Fed Rate Cut Speculation
Recent US labour data and dovish Federal Reserve comments have heightened expectations of a December rate cut. Fed funds futures traders are anticipating an 87% chance of this occurring, a notable increase from 71% the preceding week. Japan is expected to issue new government bonds, potentially affecting the Yen negatively due to increased debt supply pressures.
BoJ policymakers have made hawkish comments, suggesting potential rate hikes in December, which may help support the Yen. Governor Ueda’s speech is seen as an opportunity to provide insights into possible monetary policy adjustments. The Japanese Yen remains influenced by factors such as the BoJ’s policy, bond yield differentials with the US, and overall market risk sentiment, often serving as a safe-haven asset during turbulent times.
The USD/JPY pair is trading around 156.10, with significant pressure on the US dollar. We see markets pricing in an 87% chance that the Federal Reserve will cut interest rates at its December 9-10 meeting. This follows a clear trend of softening US economic data over the past several weeks.
Recent reports confirm this cooling trend, as the last Non-Farm Payrolls report in November 2025 showed job growth slowing to 110,000, missing expectations. Furthermore, the latest Consumer Price Index (CPI) reading came in at 2.8%, showing inflation is steadily moving towards the Fed’s target. This data solidifies the case for a rate cut, which is weighing on the dollar.
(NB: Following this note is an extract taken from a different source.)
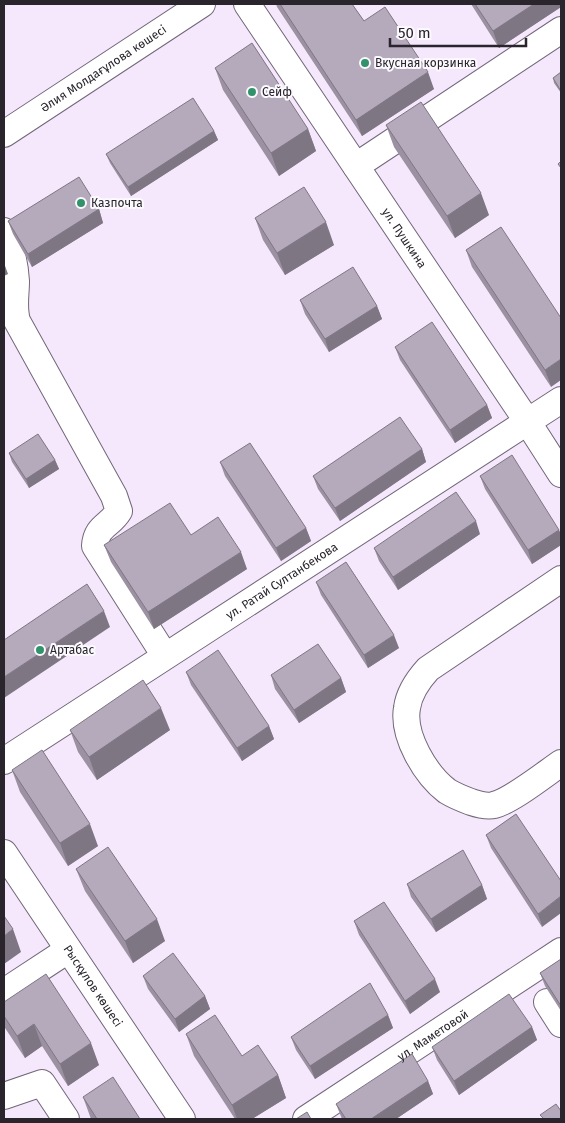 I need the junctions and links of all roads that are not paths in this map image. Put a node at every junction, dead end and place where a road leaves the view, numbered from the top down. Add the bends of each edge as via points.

Japanese Monetary Policy Outlook
On the other side of the trade, we are seeing increasing signs that the Bank of Japan (BoJ) may finally hike interest rates in December. Hawkish remarks from several policymakers have fueled these expectations. Governor Ueda’s speech today will be critical for any hints about ending the ultra-loose monetary policy that has been in place for years.
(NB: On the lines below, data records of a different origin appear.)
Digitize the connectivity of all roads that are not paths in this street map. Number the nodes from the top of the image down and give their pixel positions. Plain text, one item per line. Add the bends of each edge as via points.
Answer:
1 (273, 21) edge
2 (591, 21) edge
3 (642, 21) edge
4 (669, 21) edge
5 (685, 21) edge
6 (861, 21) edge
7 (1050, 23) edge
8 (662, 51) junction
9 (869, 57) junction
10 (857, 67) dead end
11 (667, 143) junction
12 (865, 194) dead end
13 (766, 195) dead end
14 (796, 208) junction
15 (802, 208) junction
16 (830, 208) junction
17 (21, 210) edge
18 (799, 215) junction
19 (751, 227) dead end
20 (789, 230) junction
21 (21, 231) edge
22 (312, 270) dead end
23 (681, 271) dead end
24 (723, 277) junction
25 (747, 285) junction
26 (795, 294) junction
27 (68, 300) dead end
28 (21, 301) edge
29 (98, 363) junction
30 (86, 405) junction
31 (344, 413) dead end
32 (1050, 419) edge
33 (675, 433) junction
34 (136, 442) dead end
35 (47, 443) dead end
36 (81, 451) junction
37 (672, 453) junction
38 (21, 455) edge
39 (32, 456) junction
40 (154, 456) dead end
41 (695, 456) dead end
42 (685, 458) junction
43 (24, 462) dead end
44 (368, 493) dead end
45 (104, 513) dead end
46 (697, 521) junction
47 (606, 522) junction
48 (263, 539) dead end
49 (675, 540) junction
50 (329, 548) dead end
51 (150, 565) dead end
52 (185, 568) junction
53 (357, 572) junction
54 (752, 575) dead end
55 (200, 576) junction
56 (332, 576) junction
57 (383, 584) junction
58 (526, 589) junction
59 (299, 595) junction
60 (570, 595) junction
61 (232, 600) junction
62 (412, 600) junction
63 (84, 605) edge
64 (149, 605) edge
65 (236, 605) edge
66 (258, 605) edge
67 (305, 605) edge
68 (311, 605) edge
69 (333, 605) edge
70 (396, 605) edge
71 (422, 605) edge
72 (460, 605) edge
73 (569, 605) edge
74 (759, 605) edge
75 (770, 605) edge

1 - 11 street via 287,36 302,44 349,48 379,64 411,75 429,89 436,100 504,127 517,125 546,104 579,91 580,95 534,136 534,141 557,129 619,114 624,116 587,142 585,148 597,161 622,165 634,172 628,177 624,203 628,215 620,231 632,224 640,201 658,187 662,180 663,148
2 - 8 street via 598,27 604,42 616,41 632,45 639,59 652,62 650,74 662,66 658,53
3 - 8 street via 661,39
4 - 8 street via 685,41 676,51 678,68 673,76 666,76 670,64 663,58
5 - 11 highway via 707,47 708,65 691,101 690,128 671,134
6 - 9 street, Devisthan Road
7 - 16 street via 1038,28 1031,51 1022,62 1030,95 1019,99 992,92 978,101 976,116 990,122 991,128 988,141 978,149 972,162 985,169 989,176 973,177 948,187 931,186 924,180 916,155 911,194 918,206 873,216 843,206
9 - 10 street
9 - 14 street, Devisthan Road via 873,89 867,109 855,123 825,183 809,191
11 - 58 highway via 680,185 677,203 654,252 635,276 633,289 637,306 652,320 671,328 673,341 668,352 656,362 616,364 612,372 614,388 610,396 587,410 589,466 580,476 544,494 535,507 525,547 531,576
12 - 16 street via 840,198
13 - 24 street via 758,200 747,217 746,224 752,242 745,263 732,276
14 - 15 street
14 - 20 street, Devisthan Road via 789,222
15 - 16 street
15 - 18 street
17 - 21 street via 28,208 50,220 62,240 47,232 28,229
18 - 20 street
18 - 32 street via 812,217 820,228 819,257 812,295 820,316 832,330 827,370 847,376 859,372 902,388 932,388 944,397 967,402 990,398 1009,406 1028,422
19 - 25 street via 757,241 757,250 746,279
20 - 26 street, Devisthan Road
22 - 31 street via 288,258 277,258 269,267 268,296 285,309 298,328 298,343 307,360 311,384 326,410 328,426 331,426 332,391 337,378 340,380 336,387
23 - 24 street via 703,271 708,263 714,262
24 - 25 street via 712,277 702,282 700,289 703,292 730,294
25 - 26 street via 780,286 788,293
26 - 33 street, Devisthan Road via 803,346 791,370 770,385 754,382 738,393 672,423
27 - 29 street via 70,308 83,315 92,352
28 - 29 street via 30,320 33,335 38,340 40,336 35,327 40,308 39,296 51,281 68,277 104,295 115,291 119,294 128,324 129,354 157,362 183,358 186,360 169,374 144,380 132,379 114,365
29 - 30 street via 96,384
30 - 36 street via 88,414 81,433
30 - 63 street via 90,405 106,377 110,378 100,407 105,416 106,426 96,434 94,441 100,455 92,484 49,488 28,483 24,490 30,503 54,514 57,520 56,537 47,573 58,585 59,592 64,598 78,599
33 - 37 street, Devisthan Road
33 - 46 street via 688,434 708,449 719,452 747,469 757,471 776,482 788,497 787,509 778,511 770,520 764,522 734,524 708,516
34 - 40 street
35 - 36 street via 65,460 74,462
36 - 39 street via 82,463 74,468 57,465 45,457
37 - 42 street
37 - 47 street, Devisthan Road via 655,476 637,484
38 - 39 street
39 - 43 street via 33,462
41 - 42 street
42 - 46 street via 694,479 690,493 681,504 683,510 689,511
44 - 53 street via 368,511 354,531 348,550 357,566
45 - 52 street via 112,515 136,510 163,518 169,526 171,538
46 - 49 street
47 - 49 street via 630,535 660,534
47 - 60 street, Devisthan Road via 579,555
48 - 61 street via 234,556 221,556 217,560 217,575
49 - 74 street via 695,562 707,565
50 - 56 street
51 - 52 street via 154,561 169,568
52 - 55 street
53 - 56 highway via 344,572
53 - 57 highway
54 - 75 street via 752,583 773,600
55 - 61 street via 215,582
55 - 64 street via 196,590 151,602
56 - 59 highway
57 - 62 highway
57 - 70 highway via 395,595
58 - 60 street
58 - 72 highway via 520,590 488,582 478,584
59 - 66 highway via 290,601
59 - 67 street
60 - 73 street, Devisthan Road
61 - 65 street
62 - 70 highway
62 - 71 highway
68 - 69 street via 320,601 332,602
Supporting the case for a BoJ hike, recent inflation data from Japan has remained stubbornly above the central bank’s 2% target, with the Tokyo Core CPI holding at 2.5%. This persistent inflation, combined with steady wage growth seen since the spring of 2025, gives the BoJ a clear mandate to tighten policy. This policy convergence, with the US cutting rates and Japan potentially hiking, signals a major shift.
For derivative traders, this environment suggests a bearish outlook for USD/JPY in the coming weeks. We believe buying put options on the USD/JPY pair is a prudent strategy to position for a potential decline while managing risk ahead of the central bank meetings. These options allow traders to benefit from a stronger yen if the anticipated policy shifts materialize.
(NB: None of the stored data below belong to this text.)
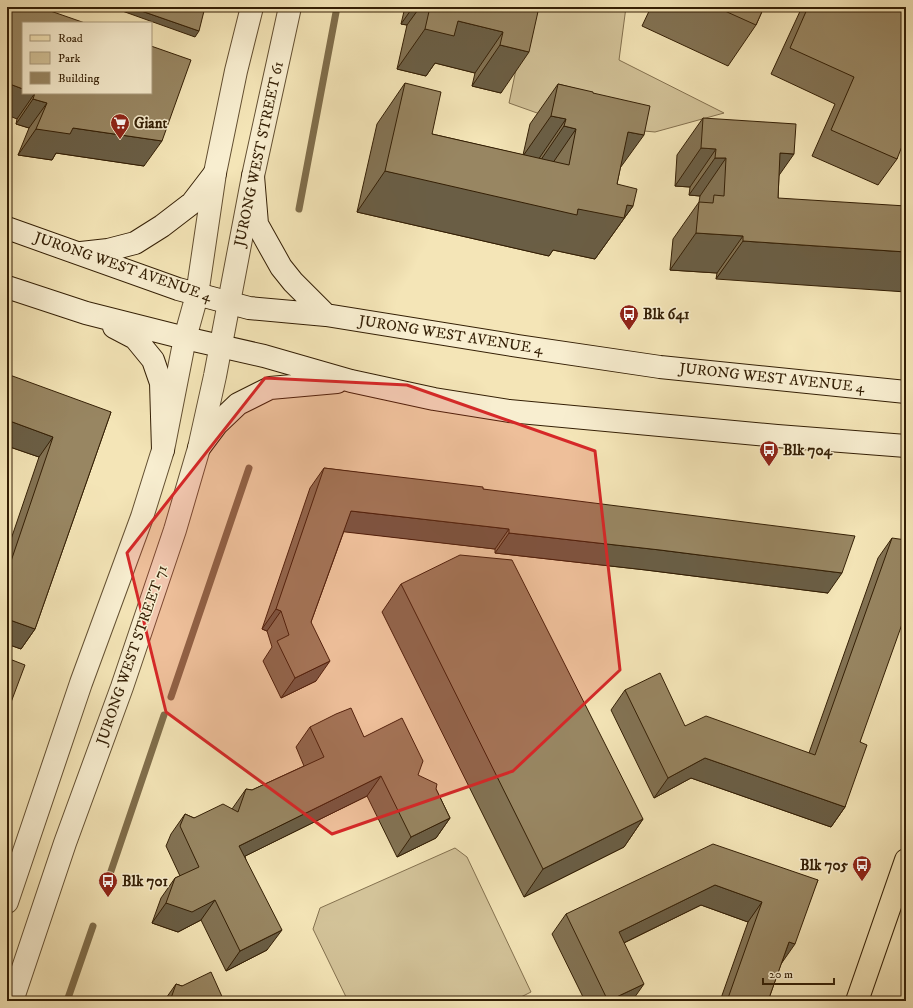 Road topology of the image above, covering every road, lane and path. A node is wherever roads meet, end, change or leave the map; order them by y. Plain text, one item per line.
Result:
1 (252, 7) edge
2 (290, 7) edge
3 (215, 173) junction
4 (253, 176) junction
5 (7, 228) edge
6 (78, 253) junction
7 (7, 287) edge
8 (197, 295) junction
9 (229, 302) junction
10 (86, 313) junction
11 (326, 315) junction
12 (185, 338) junction
13 (220, 346) junction
14 (351, 381) junction
15 (906, 392) edge
16 (906, 446) edge
17 (199, 448) junction
18 (163, 450) junction
19 (906, 860) edge
20 (7, 902) edge
21 (12, 1001) edge
22 (857, 1001) edge

1 - 3 main road
2 - 4 main road, JURONG WEST STREET 61
3 - 6 main road
3 - 8 main road
4 - 9 main road, JURONG WEST STREET 61
4 - 11 main road
5 - 6 main road, JURONG WEST AVENUE 4
6 - 8 main road, JURONG WEST AVENUE 4
7 - 10 main road
8 - 9 main road, JURONG WEST AVENUE 4
8 - 12 main road
9 - 11 main road, JURONG WEST AVENUE 4
9 - 13 main road, JURONG WEST STREET 71
10 - 12 main road
10 - 18 main road
11 - 15 main road, JURONG WEST AVENUE 4
12 - 13 main road
12 - 18 main road
13 - 14 main road
13 - 17 main road, JURONG WEST STREET 71
14 - 16 main road
14 - 17 main road
17 - 21 main road, JURONG WEST STREET 71
18 - 20 main road
19 - 22 main road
Historically, we know the massive policy divergence that began in 2022, when the Fed started its aggressive hiking cycle, pushed USD/JPY to multi-decade highs. The current situation appears to be the beginning of the great unwind of that trade. A potential risk to a stronger yen is the Japanese government’s plan to issue more bonds, which could increase supply pressure.
The high-impact events scheduled for December mean volatility is almost certain to rise. Traders should expect sharp moves around the Fed and BoJ policy announcements. This heightened volatility will be reflected in option premiums, which must be factored into any strategy.